** RECORDS FOR THE EXERCISE follows **

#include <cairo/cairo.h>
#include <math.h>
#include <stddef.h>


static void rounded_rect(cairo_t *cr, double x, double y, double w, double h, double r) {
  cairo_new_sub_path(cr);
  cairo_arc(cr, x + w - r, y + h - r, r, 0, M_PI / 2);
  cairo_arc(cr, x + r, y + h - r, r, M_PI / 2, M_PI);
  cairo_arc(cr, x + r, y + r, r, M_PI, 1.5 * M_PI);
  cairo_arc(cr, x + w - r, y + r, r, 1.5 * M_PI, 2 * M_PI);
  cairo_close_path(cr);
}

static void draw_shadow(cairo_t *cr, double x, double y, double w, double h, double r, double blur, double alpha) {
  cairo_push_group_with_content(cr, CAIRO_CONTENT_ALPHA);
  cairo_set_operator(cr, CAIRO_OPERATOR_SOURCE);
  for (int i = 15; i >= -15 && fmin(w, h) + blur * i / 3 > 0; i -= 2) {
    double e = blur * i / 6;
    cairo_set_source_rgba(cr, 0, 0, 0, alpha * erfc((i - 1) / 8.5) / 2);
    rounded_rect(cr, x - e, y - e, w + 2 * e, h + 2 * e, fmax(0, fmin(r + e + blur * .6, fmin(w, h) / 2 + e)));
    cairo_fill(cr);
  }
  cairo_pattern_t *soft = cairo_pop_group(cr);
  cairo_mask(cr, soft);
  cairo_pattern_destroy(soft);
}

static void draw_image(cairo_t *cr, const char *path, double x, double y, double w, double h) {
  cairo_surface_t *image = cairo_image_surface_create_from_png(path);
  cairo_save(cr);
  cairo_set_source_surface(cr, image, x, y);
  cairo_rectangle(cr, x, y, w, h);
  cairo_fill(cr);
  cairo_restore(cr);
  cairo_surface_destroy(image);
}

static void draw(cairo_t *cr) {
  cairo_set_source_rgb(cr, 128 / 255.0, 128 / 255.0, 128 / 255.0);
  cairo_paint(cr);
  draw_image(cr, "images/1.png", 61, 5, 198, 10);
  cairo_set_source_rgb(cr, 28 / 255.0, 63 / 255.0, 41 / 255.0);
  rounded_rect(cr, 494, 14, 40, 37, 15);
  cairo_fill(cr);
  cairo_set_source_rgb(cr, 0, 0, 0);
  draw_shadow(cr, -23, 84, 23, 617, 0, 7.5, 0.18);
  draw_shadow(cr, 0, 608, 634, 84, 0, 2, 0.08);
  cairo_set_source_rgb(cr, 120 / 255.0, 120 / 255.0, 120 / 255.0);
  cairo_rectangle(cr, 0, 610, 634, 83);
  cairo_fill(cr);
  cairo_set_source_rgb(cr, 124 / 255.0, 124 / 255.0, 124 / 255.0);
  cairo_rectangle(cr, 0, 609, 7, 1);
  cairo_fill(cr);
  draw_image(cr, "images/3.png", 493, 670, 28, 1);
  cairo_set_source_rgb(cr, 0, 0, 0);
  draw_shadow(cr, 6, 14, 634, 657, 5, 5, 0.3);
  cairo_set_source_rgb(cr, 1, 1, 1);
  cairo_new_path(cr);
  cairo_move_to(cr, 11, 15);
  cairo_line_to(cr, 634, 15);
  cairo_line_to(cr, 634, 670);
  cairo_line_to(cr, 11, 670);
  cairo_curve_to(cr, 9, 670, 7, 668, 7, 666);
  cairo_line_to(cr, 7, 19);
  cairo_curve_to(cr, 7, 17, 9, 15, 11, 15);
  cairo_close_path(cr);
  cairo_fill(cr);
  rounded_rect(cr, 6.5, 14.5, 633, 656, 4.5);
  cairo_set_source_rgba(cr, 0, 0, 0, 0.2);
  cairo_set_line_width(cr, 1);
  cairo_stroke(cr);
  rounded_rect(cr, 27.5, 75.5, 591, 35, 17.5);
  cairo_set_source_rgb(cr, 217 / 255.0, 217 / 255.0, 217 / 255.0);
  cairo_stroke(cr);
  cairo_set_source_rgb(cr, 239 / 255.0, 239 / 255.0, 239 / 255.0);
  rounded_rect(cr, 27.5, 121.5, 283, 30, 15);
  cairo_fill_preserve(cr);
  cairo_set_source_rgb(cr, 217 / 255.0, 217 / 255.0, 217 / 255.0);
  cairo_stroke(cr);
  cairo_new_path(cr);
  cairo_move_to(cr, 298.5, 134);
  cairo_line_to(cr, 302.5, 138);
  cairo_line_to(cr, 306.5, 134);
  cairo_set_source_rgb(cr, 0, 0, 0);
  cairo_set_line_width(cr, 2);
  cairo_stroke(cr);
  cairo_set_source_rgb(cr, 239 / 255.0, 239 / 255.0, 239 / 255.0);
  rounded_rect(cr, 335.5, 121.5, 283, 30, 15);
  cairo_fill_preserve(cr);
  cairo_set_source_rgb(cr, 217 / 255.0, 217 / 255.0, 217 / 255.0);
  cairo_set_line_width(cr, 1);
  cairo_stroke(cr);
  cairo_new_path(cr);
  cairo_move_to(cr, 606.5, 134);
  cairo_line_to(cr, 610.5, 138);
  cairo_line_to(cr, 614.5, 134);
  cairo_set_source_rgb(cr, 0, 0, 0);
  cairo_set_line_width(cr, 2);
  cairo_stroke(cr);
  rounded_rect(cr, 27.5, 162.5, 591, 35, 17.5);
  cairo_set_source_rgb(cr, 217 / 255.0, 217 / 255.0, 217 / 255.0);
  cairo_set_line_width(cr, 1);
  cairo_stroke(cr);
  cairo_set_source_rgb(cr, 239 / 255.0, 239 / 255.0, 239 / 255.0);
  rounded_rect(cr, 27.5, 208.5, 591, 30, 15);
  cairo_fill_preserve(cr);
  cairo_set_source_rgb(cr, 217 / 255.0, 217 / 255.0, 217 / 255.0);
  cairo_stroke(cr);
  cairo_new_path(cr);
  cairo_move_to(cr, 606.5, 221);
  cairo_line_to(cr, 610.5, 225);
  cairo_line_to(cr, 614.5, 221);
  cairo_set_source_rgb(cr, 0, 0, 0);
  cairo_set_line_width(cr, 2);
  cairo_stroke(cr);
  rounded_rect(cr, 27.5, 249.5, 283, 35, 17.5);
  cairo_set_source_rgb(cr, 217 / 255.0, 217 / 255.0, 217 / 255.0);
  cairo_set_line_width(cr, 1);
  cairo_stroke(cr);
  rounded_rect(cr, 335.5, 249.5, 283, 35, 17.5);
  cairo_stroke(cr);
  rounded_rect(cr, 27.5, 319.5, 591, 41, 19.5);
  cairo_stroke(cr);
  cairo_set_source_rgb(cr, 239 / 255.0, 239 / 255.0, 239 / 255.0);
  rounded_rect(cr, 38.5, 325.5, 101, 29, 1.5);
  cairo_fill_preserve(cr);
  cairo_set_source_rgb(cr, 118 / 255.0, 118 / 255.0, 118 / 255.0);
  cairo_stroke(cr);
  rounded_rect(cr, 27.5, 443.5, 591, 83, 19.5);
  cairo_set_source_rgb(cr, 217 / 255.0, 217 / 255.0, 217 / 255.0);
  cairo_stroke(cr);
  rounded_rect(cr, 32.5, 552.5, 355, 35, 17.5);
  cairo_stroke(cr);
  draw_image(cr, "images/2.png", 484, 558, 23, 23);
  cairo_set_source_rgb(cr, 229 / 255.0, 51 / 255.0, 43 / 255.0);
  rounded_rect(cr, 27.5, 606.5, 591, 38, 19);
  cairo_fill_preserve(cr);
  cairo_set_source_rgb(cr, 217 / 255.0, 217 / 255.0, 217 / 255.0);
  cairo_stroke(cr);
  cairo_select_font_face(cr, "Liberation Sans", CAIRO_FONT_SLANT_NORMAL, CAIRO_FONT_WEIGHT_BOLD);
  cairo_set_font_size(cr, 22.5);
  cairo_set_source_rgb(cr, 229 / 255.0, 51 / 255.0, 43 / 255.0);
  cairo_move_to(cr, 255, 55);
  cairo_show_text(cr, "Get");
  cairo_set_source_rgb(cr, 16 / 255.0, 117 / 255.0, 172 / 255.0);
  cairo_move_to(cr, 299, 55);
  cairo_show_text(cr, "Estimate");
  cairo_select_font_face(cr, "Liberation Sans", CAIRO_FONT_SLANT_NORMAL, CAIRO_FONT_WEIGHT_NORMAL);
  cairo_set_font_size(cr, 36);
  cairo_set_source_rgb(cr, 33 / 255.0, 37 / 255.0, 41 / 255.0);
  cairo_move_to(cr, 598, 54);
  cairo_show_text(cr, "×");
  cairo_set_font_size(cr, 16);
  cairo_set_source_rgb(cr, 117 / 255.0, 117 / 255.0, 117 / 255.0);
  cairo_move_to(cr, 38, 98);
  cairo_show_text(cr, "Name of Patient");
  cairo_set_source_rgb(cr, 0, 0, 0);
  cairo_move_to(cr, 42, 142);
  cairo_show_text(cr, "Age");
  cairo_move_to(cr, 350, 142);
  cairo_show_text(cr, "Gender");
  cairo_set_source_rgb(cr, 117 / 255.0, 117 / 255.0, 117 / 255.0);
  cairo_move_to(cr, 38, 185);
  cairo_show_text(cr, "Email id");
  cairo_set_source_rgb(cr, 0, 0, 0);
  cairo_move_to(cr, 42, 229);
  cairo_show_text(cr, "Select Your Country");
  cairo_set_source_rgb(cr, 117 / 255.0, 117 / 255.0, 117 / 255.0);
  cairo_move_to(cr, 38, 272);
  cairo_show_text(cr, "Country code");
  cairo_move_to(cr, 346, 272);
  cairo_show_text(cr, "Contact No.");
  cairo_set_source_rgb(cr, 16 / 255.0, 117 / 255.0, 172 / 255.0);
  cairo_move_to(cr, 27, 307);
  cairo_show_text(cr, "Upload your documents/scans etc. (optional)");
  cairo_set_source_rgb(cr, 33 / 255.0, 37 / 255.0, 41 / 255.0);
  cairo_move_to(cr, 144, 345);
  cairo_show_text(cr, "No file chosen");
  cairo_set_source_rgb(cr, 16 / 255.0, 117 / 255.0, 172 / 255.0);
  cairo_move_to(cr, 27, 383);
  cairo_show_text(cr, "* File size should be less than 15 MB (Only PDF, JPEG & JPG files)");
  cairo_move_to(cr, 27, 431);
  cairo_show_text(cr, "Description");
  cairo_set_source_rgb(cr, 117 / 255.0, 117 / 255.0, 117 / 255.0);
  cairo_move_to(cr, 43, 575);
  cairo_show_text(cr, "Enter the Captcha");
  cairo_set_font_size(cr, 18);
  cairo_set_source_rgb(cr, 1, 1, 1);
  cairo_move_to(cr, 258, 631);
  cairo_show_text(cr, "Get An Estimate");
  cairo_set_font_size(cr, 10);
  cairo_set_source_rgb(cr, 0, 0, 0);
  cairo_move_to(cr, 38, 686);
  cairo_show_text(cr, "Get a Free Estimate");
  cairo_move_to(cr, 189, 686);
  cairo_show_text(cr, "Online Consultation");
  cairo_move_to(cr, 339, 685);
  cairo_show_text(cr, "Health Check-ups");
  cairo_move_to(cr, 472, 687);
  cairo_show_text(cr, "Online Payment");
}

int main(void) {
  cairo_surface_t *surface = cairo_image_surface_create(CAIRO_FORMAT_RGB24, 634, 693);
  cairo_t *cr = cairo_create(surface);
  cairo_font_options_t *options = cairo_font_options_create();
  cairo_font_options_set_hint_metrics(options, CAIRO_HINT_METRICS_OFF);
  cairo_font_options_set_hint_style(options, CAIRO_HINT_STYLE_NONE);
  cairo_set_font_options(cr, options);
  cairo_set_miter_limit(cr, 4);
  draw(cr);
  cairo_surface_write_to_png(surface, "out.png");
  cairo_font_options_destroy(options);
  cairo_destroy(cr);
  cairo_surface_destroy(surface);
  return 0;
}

** End of RECORDS FOR THE EXERCISE **
** RECORDS FOR THE EXERCISE follows **

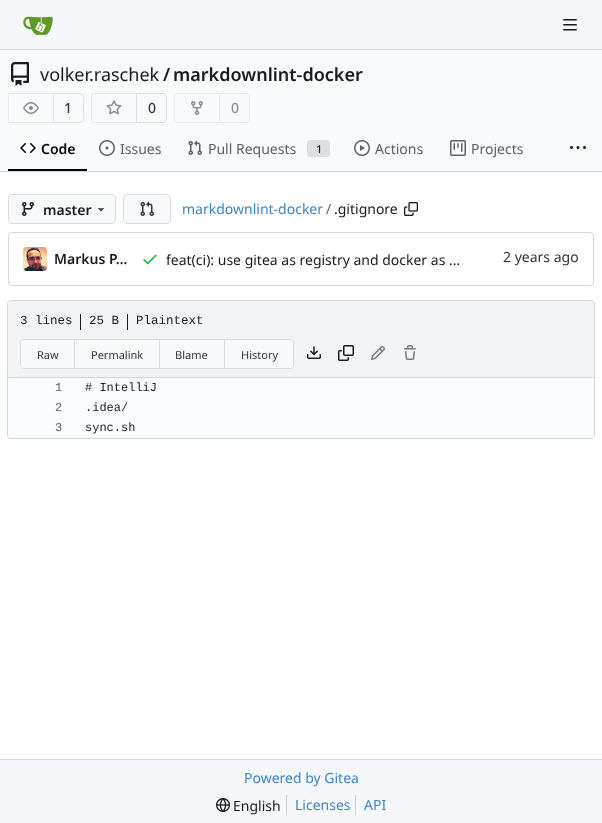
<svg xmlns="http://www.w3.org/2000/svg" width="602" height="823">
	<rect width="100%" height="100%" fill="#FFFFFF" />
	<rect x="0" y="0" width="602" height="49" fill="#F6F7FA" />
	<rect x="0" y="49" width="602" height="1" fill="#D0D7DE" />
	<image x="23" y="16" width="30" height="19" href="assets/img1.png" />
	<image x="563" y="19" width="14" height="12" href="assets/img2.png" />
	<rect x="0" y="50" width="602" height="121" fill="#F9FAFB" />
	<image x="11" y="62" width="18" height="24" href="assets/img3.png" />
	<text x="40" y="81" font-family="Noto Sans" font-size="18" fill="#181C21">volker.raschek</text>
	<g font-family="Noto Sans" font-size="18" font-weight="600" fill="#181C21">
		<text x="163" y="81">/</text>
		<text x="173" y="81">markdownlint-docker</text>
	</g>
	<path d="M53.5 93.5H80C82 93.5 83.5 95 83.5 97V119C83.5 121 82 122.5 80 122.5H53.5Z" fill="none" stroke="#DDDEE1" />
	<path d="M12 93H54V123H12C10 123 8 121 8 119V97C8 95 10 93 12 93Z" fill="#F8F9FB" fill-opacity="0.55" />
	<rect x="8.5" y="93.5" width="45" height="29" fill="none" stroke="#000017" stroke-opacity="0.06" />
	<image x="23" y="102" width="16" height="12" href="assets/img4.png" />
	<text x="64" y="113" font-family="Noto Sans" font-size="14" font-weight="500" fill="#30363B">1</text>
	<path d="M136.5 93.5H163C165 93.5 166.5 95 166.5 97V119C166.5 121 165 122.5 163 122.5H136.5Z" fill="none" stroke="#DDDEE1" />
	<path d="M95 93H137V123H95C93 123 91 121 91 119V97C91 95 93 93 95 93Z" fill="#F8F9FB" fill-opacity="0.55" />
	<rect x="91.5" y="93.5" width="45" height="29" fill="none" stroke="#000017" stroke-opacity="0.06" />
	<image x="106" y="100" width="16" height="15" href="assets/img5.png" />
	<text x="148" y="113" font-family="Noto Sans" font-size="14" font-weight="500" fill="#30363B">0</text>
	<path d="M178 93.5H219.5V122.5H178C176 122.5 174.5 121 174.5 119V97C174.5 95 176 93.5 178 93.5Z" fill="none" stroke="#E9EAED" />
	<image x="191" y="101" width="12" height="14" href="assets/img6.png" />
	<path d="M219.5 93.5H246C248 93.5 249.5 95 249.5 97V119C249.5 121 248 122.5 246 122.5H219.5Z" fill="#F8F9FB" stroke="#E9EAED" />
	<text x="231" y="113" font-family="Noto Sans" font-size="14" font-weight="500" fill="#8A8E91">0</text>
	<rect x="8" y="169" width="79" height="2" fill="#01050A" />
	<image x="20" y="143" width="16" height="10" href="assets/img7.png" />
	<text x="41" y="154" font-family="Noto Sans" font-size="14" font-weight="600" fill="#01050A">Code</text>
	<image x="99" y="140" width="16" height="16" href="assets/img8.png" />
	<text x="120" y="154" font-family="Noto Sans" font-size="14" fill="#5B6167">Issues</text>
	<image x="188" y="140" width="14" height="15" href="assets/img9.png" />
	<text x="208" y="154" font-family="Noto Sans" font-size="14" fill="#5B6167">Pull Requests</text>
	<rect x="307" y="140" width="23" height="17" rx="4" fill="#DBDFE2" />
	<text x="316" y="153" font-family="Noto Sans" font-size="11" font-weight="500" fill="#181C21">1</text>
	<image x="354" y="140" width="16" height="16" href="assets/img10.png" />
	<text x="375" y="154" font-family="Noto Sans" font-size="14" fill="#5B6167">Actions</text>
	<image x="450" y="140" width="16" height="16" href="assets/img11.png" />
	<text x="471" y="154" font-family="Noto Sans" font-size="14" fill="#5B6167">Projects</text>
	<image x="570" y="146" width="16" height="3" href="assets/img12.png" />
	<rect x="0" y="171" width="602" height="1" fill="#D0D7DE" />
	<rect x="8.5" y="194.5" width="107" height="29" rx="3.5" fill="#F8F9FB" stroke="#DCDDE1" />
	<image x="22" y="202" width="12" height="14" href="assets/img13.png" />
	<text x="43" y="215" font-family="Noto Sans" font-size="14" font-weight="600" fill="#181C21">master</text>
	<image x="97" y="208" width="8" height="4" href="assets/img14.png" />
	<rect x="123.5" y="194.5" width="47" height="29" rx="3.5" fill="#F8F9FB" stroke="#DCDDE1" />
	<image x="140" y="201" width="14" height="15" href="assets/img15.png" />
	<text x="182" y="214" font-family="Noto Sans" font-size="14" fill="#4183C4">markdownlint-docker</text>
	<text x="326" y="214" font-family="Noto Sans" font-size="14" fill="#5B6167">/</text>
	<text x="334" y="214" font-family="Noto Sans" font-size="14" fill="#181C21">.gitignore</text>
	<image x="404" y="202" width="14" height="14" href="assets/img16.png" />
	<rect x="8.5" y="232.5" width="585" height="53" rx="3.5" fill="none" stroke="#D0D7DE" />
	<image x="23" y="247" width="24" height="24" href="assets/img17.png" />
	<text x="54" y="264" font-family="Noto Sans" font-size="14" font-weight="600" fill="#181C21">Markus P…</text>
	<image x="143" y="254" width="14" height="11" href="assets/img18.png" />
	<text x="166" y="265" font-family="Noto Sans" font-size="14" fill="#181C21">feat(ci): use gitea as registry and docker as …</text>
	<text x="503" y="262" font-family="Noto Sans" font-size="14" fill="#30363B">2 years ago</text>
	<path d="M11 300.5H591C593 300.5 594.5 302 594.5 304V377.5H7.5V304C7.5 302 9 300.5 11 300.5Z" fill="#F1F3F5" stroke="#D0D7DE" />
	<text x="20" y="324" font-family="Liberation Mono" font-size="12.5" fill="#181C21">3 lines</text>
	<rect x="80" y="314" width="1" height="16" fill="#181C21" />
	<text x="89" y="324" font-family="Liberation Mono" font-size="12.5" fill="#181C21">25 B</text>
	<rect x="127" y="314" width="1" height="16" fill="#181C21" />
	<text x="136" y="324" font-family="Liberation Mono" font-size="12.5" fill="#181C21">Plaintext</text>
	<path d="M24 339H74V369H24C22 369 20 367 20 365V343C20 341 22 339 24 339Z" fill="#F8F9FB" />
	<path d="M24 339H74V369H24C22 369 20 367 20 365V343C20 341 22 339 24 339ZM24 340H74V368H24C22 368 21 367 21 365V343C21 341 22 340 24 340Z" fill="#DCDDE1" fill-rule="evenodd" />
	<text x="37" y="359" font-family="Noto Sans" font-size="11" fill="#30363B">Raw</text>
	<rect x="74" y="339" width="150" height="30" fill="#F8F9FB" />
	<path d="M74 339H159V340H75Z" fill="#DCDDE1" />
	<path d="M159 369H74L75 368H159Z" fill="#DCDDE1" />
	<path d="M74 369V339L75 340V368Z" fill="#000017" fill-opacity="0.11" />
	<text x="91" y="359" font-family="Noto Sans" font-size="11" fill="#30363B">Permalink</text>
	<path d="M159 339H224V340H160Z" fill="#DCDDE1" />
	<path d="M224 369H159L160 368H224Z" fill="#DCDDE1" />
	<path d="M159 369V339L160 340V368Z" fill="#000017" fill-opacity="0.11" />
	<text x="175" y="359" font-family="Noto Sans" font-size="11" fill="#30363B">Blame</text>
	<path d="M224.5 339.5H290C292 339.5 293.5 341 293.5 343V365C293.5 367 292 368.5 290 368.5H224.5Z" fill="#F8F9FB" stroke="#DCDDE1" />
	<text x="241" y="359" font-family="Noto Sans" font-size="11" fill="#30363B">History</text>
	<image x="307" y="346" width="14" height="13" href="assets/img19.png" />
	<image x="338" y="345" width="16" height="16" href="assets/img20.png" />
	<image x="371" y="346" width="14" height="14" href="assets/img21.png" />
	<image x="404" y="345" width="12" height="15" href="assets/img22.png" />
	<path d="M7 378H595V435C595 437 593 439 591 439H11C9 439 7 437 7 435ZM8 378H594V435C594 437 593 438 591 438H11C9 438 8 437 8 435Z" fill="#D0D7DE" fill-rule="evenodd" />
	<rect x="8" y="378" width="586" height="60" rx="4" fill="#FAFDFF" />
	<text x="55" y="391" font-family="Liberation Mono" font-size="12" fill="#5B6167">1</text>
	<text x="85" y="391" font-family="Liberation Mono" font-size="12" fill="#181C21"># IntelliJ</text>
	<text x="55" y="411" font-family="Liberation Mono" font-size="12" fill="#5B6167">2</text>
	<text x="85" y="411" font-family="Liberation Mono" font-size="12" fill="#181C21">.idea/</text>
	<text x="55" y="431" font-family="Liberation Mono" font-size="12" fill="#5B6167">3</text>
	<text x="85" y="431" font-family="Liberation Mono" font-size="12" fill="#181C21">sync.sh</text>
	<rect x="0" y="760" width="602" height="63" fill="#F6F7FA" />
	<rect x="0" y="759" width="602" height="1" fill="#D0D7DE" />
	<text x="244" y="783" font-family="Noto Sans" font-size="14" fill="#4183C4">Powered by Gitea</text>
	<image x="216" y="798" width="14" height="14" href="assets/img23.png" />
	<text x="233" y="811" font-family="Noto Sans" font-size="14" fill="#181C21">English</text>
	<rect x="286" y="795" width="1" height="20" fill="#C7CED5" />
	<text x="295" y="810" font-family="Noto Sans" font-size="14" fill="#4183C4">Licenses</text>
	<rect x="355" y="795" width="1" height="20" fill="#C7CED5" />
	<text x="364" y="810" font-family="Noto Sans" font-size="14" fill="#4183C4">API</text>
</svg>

** End of RECORDS FOR THE EXERCISE **

* **ASSIGNED TASK**:
Among the entries above, copy exactly only the lines starting with the one containing "#include <cairo/cairo.h>" and going through the one containing "cairo_arc(cr, x + r, y + h", both ends included.

* **TASK SOLUTION**:
#include <cairo/cairo.h>
#include <math.h>
#include <stddef.h>


static void rounded_rect(cairo_t *cr, double x, double y, double w, double h, double r) {
  cairo_new_sub_path(cr);
  cairo_arc(cr, x + w - r, y + h - r, r, 0, M_PI / 2);
  cairo_arc(cr, x + r, y + h - r, r, M_PI / 2, M_PI);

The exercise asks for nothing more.